====== DATASET EXCERPTS

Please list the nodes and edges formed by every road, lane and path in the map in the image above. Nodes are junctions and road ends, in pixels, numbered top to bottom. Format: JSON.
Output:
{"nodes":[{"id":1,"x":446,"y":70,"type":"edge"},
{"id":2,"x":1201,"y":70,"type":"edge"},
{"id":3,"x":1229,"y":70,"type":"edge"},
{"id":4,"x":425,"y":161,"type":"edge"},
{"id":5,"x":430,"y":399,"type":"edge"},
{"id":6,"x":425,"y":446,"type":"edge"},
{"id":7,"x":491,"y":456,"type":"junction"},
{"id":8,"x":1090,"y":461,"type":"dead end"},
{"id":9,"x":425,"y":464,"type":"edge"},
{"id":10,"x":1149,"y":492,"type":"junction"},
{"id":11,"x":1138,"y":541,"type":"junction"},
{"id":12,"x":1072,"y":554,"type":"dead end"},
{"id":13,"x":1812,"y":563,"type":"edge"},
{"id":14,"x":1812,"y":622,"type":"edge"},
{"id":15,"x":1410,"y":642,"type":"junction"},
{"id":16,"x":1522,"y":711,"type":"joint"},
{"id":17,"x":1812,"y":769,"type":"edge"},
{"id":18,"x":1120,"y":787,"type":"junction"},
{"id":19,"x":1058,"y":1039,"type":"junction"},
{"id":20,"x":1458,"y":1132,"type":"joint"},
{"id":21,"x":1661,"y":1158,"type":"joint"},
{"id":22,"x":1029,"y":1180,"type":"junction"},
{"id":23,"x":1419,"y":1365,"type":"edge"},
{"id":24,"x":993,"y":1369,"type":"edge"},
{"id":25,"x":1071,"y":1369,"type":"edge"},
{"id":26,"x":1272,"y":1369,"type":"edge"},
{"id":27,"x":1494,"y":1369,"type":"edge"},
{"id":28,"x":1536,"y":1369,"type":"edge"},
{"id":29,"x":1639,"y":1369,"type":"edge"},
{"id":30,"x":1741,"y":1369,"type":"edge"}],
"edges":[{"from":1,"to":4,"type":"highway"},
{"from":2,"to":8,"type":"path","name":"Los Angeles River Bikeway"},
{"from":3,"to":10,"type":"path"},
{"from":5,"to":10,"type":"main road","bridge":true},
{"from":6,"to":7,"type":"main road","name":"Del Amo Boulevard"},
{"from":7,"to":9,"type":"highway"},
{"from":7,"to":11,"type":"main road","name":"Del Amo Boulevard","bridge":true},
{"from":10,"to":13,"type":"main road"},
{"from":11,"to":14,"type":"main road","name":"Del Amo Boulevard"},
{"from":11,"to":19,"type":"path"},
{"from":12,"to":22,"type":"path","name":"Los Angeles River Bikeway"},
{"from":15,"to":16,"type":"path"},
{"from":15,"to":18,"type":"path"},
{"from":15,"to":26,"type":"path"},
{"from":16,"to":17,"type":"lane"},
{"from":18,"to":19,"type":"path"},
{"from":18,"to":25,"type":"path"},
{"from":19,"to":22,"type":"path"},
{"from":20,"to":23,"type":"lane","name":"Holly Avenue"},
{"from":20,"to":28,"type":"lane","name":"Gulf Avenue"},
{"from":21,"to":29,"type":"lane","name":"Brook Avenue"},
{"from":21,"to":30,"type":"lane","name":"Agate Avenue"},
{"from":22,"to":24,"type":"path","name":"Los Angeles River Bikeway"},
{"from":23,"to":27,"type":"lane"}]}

============

* **WHAT NEEDS TO BE DONE**: Scan the material above for the word "Bikeway", and copy every line in which it is found.

* **EXERCISE RESPONSE**:
{"from":2,"to":8,"type":"path","name":"Los Angeles River Bikeway"},
{"from":12,"to":22,"type":"path","name":"Los Angeles River Bikeway"},
{"from":22,"to":24,"type":"path","name":"Los Angeles River Bikeway"},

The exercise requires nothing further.